Most LASIK complications are flap complications and there is the same risk in treating a small prescription such as a -1 and a large one such as -10. The cut edge of the flap is covered over by epithelium by the next day but the interface always has a potential space. It is useful to think of the analogy of a self-sealing envelope flap - you throw it in the post and it travels across the country without falling to bits. However, at the other end one can lift up the stuck flap with a letter-opener. Although we surgeons find it quite easy, in the first few months especially, to peel open a flap with a similar sort of "letter-opener" , in real life this seems to happen only infrequently. It really requires a direct oblique physical blow onto the eyeball to dislodge the flap.

However, we advise patients who indulge in physically risky situations to have surface laser rather then LASIK. Such would be rugby players, boxers, karate etc. The American army now accepts both LASIK and LASEK. Recently astronauts have been allowed to have LASIK with the flap cut with a femtosecond laser. It is not known if a femtosecond flap is more robust than one cut with a mechanical microkeratome.  A femtosecond flap with a backward cut edge might well be the strongest option and this is just coming into normal practice.

LASEK has a slower visual recovery and is also more painful. Pain is a lot less than it used to be with PRK because of the epiflap technique, silicone contact lenses post op, anaesthetic drops and better oral medication. Most patients have some pain the first few hours for days 2 and 3 usually just a little grittiness and photophobia. We give patients anaesthetic drops to use during this period. Patients will see at day 1 post op with LASIK what they will see at day 4-5 with LASEK, but at 1-2 weeks post op there is no difference in vision even with large prescriptions. In fact there is a quicker recovery of low light vision with surface laser than LASIK.

LASEK patients are back to the baseline pre-operative values by 1 month post-op, whereas with LASIK this normally takes up to 3 months and occasionally longer. You need longer off work with LASEK than LASIK as the special "bandage" contact lenses come out at 3 to 4 days post op. If I operate on a Friday, then the contact lenses come out on Monday and the patients are back to work on Tuesday or Wednesday with a small prescription. The bigger the initial prescription, the slower the visual recovery. It is reasonable to do a bilateral same day LASEK up to about -5. For higher prescriptions than this, I usually do one eye at a time unless the patient has got a week free. One is not blind during this time but may not be up to driving standard.

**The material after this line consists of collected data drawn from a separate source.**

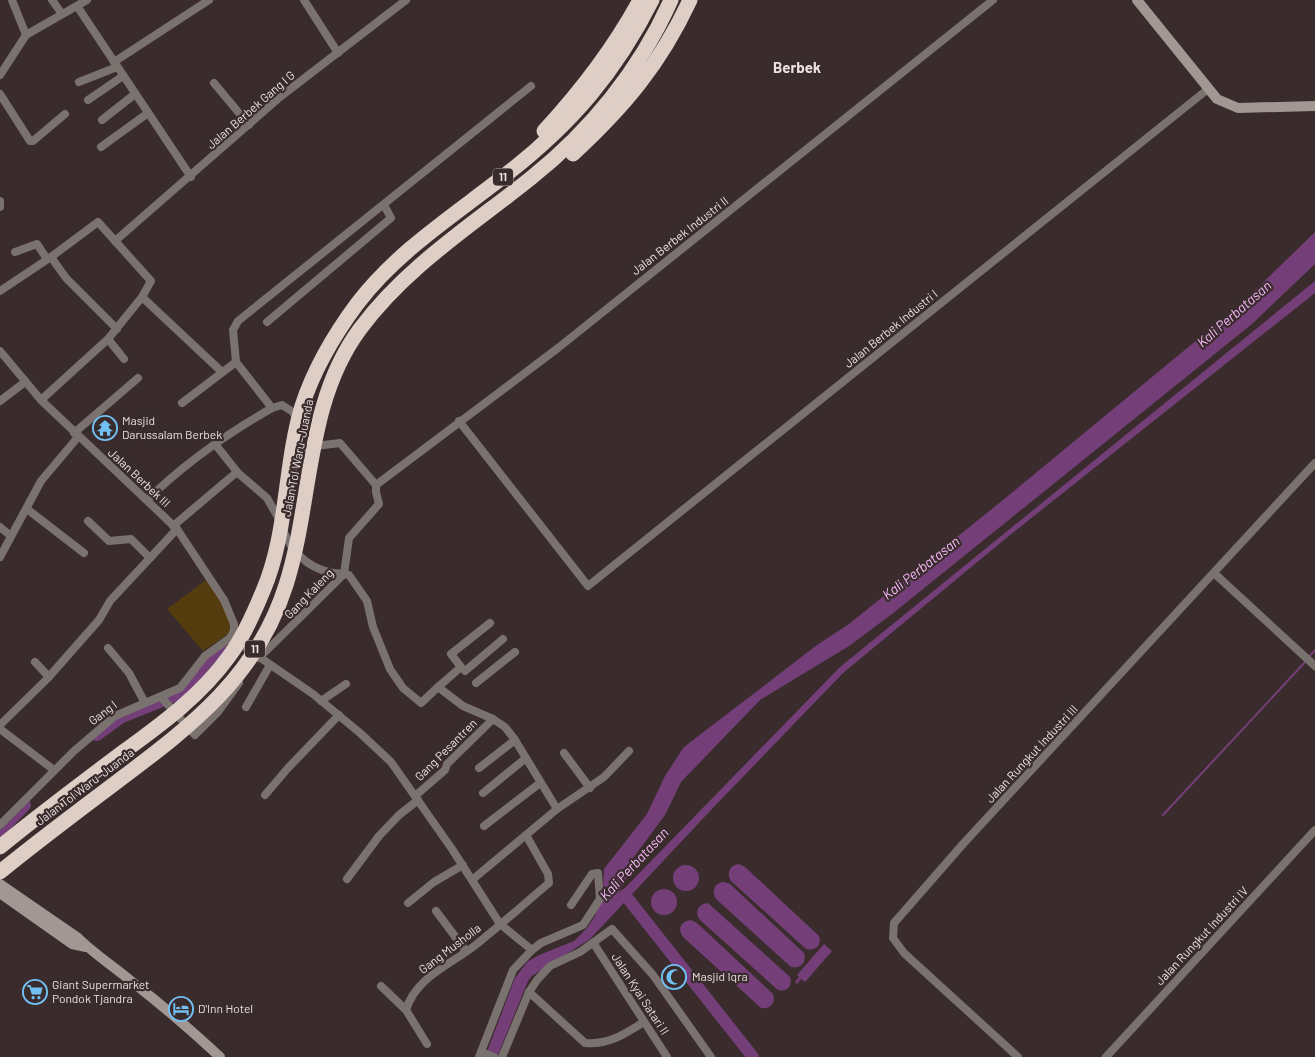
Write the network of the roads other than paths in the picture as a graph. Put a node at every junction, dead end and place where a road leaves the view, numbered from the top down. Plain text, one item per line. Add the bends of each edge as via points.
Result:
1 (12, 0) edge
2 (52, 0) edge
3 (87, 0) edge
4 (209, 0) edge
5 (304, 0) edge
6 (640, 0) edge
7 (652, 0) edge
8 (671, 0) edge
9 (690, 0) edge
10 (993, 0) edge
11 (1137, 0) edge
12 (399, 2) edge
13 (77, 6) junction
14 (62, 14) junction
15 (26, 35) junction
16 (338, 53) junction
17 (116, 64) junction
18 (0, 75) edge
19 (123, 76) junction
20 (79, 82) dead end
21 (214, 83) dead end
22 (531, 86) dead end
23 (1208, 89) junction
24 (0, 94) edge
25 (135, 94) junction
26 (88, 100) dead end
27 (1315, 106) edge
28 (148, 113) junction
29 (65, 114) dead end
30 (102, 120) dead end
31 (249, 125) junction
32 (101, 148) dead end
33 (191, 177) junction
34 (0, 201) edge
35 (384, 205) junction
36 (0, 207) edge
37 (115, 241) junction
38 (420, 242) junction
39 (15, 252) dead end
40 (49, 258) junction
41 (420, 263) junction
42 (0, 291) edge
43 (142, 298) junction
44 (267, 322) dead end
45 (117, 330) junction
46 (108, 339) junction
47 (0, 351) edge
48 (124, 359) dead end
49 (236, 362) junction
50 (222, 372) junction
51 (138, 378) dead end
52 (24, 382) junction
53 (41, 400) junction
54 (0, 401) edge
55 (182, 403) dead end
56 (272, 408) junction
57 (459, 421) junction
58 (76, 435) junction
59 (215, 444) junction
60 (1315, 463) edge
61 (237, 472) junction
62 (376, 485) junction
63 (147, 500) junction
64 (27, 509) junction
65 (88, 521) dead end
66 (0, 528) edge
67 (175, 528) junction
68 (11, 536) junction
69 (84, 553) dead end
70 (0, 557) edge
71 (150, 558) junction
72 (1214, 573) junction
73 (344, 574) junction
74 (490, 622) dead end
75 (230, 638) junction
76 (503, 639) dead end
77 (108, 648) dead end
78 (515, 652) dead end
79 (258, 657) junction
80 (35, 662) dead end
81 (270, 665) junction
82 (1313, 665) edge
83 (463, 669) junction
84 (49, 677) junction
85 (346, 684) dead end
86 (438, 686) junction
87 (162, 699) junction
88 (321, 701) junction
89 (145, 703) junction
90 (246, 707) dead end
91 (340, 715) junction
92 (493, 719) junction
93 (0, 725) edge
94 (0, 729) edge
95 (515, 740) junction
96 (630, 751) dead end
97 (564, 754) dead end
98 (526, 758) junction
99 (479, 768) dead end
100 (54, 770) junction
101 (540, 783) junction
102 (590, 788) junction
103 (483, 793) dead end
104 (265, 795) dead end
105 (416, 798) junction
106 (557, 809) junction
107 (0, 825) edge
108 (484, 826) dead end
109 (1315, 830) edge
110 (526, 835) junction
111 (0, 847) edge
112 (463, 865) junction
113 (0, 872) edge
114 (347, 879) dead end
115 (472, 880) junction
116 (0, 884) edge
117 (0, 893) edge
118 (408, 903) dead end
119 (571, 905) dead end
120 (436, 911) dead end
121 (500, 924) junction
122 (594, 944) junction
123 (86, 947) junction
124 (532, 950) junction
125 (466, 951) junction
126 (381, 986) dead end
127 (529, 992) junction
128 (406, 1010) junction
129 (644, 1022) junction
130 (427, 1044) dead end
131 (482, 1054) edge
132 (220, 1057) edge
133 (494, 1057) edge
134 (502, 1057) edge
135 (667, 1057) edge
136 (711, 1057) edge
137 (1018, 1057) edge
138 (1106, 1057) edge

1 - 15 street
2 - 14 street
3 - 13 street
4 - 17 street
5 - 16 street
6 - 38 highway via 602,61 570,104 530,147 453,210
7 - 38 highway, Jalan Tol Waru–Juanda / 11 via 619,59 599,88 570,119 510,172
8 - 41 highway, Jalan Tol Waru–Juanda / 11 via 636,65 587,127 532,177
9 - 41 highway via 670,42 609,122 526,192
10 - 57 street, Jalan Berbek Industri II via 558,348
11 - 23 main road
12 - 16 street, Jalan Berbek Gang I G
13 - 14 street
13 - 17 street
14 - 15 street
15 - 18 street
16 - 31 street, Jalan Berbek Gang I G
17 - 19 street
17 - 20 street
19 - 25 street
19 - 26 street
21 - 31 street
22 - 35 street
23 - 27 main road via 1217,99 1238,108
23 - 57 street, Jalan Berbek Industri I via 588,586
24 - 29 street via 30,141
25 - 28 street
25 - 30 street
28 - 32 street
28 - 33 street
31 - 33 street, Jalan Berbek Gang I G
33 - 37 street, Jalan Berbek Gang I G
34 - 36 street
35 - 44 street via 391,218
35 - 49 street via 238,321 234,330
37 - 40 street via 98,222
37 - 43 street via 151,281
38 - 111 highway, Jalan Tol Waru–Juanda / 11 via 380,277 322,357 302,407 278,539 264,588 243,636 230,656 186,703
39 - 40 street via 37,244
40 - 42 street
40 - 45 street
41 - 113 highway, Jalan Tol Waru–Juanda / 11 via 393,288 360,329 335,372 320,415 285,588 240,673 198,718
43 - 45 street
43 - 50 street
45 - 46 street
46 - 48 street
46 - 53 street
47 - 52 street, Jalan Berbek III
49 - 50 street
49 - 56 street
50 - 55 street
51 - 58 street
52 - 53 street, Jalan Berbek III
52 - 54 street
53 - 58 street, Jalan Berbek III
56 - 59 street
56 - 62 street via 282,405 295,416 291,449 340,443
57 - 62 street, Jalan Berbek Industri II
58 - 63 street, Jalan Berbek III
58 - 64 street via 41,482
59 - 61 street
59 - 63 street
60 - 72 street, Jalan Rungkut Industri III
61 - 67 street
61 - 73 street via 267,498 276,511 287,541 297,554 316,568
62 - 73 street, Gang Kaleng via 379,504 349,538
63 - 67 street, Jalan Berbek III
64 - 68 street
64 - 69 street
65 - 71 street via 108,542 131,539
66 - 68 street
67 - 71 street
67 - 75 street, Jalan Berbek III via 230,612 234,631
68 - 70 street
71 - 84 street via 110,601 99,620
72 - 82 street
72 - 137 street, Jalan Rungkut Industri III via 894,923 893,938 904,953
73 - 79 street, Gang Kaleng
73 - 86 street via 349,576 367,601 382,653 403,688 421,703
74 - 83 street via 451,654
75 - 79 street
75 - 87 street, Gang I via 205,656 180,688
76 - 83 street
77 - 89 street via 129,673
78 - 83 street via 477,684
79 - 81 street
79 - 87 street, Gang Kaleng via 218,712 195,735
80 - 84 street
81 - 88 street
81 - 90 street
83 - 86 street
84 - 93 street
85 - 88 street
86 - 92 street via 463,706
87 - 89 street, Gang I
88 - 91 street
89 - 100 street, Gang I via 115,716
91 - 104 street
91 - 105 street via 390,762
92 - 95 street
92 - 105 street, Gang Pesantren
94 - 100 street
95 - 98 street
95 - 99 street
96 - 102 street via 615,769
97 - 102 street
98 - 101 street
98 - 103 street
100 - 107 street, Gang I
101 - 106 street
101 - 108 street
102 - 106 street
105 - 112 street
105 - 114 street, Gang Pesantren via 379,836
106 - 110 street
109 - 138 street, Jalan Rungkut Industri IV
110 - 115 street
110 - 121 street, Gang Musholla via 548,874 549,883
112 - 115 street
112 - 118 street
115 - 121 street
116 - 123 main road via 77,937
117 - 123 main road via 72,944
119 - 124 street via 592,874 598,874 600,899 583,925
120 - 125 street
121 - 124 street
121 - 125 street, Gang Musholla
122 - 127 street via 550,966
122 - 129 street, Jalan Kyai Satari II
122 - 136 street via 614,930 654,975
123 - 132 main road via 163,1006
124 - 131 street via 509,978
125 - 128 street, Gang Musholla via 424,982
126 - 128 street
127 - 129 street via 585,1043 618,1038
127 - 134 street
128 - 130 street
129 - 135 street, Jalan Kyai Satari II
131 - 133 street

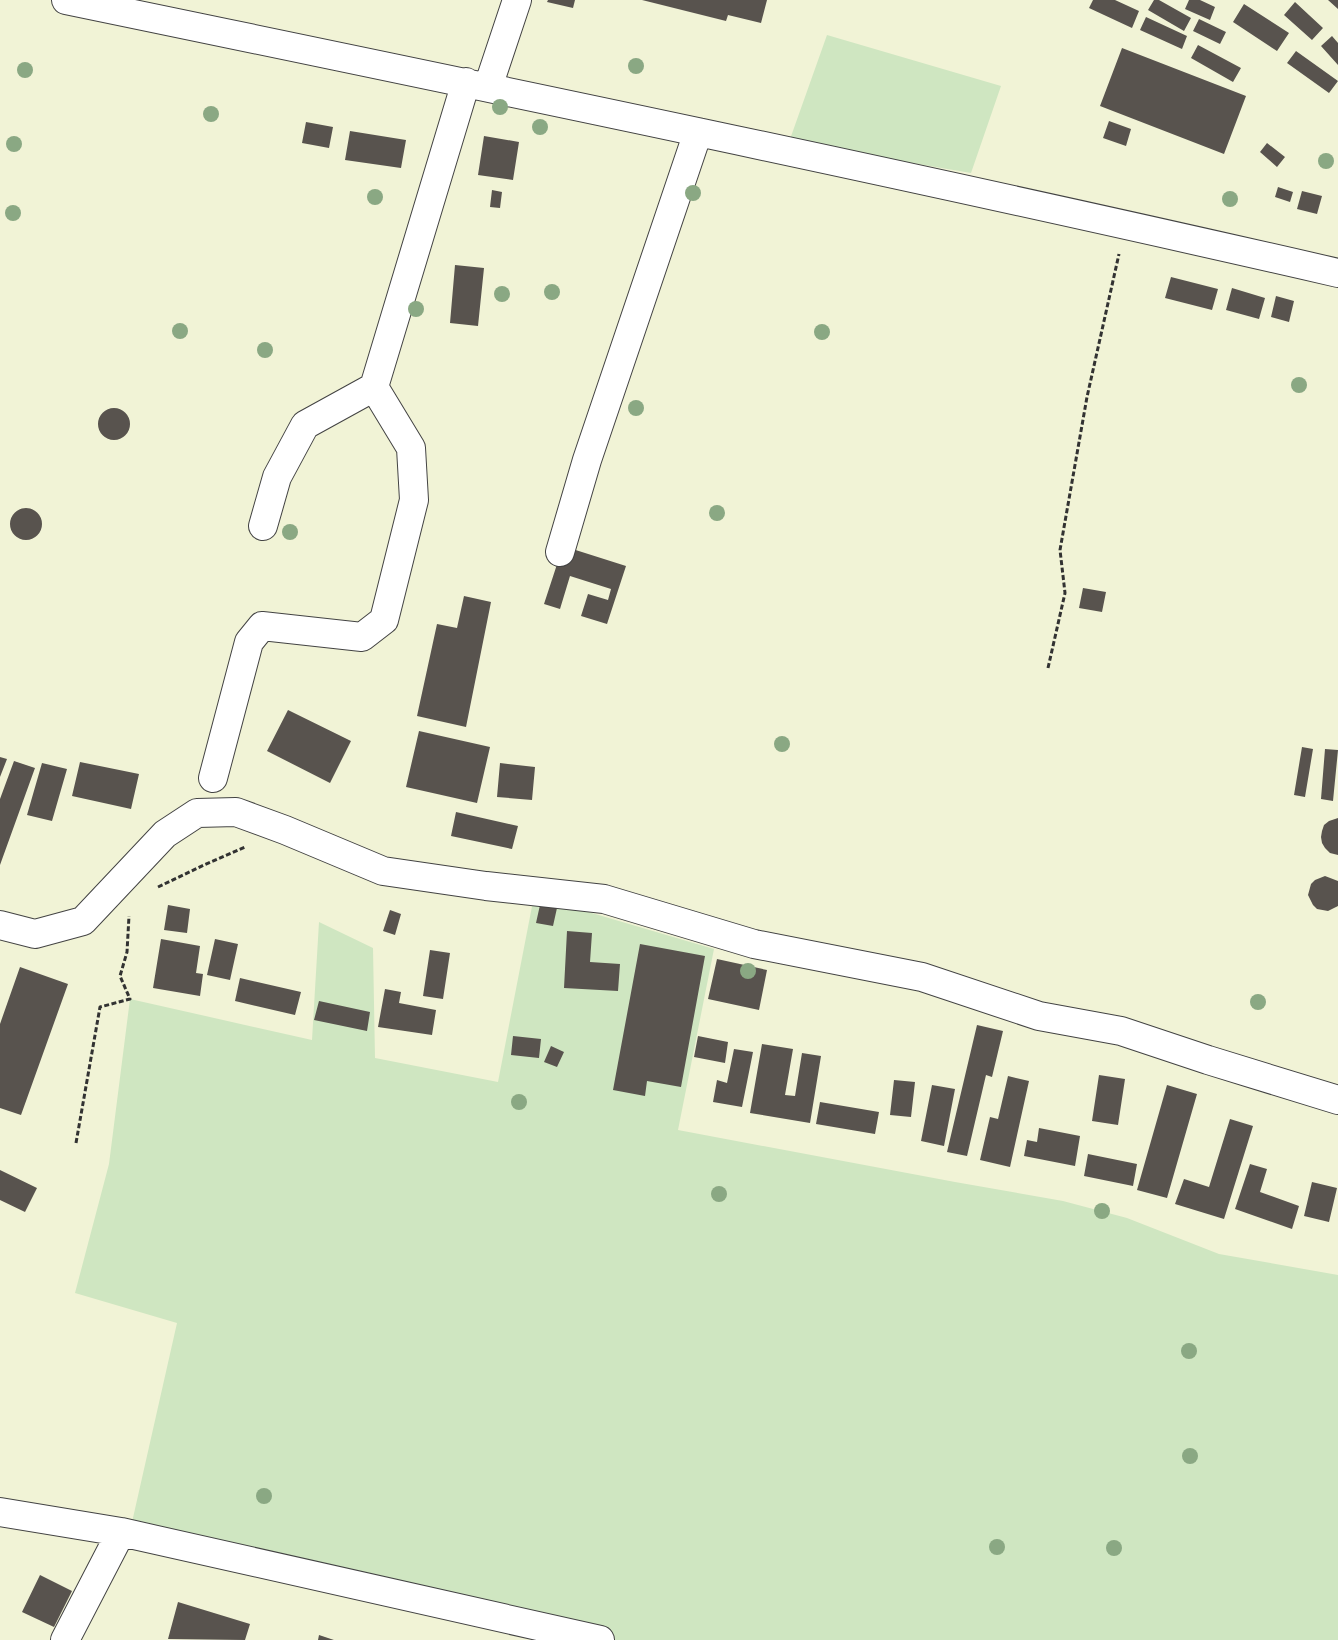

LASEK has less risk that LASIK because there is no flap cut. However, complications are rare with either operation. LASIK flap complications are around 1 in 1000. The major risk with LASEK used to be "haze", but we now use prophylactic Mitomycin-C during surgery, which has almost completely eliminated this problem. LASIK seems to be more prone to causing dry eye problems than LASEK.
For longsight (hyperopia), it is normally better to have LASIK.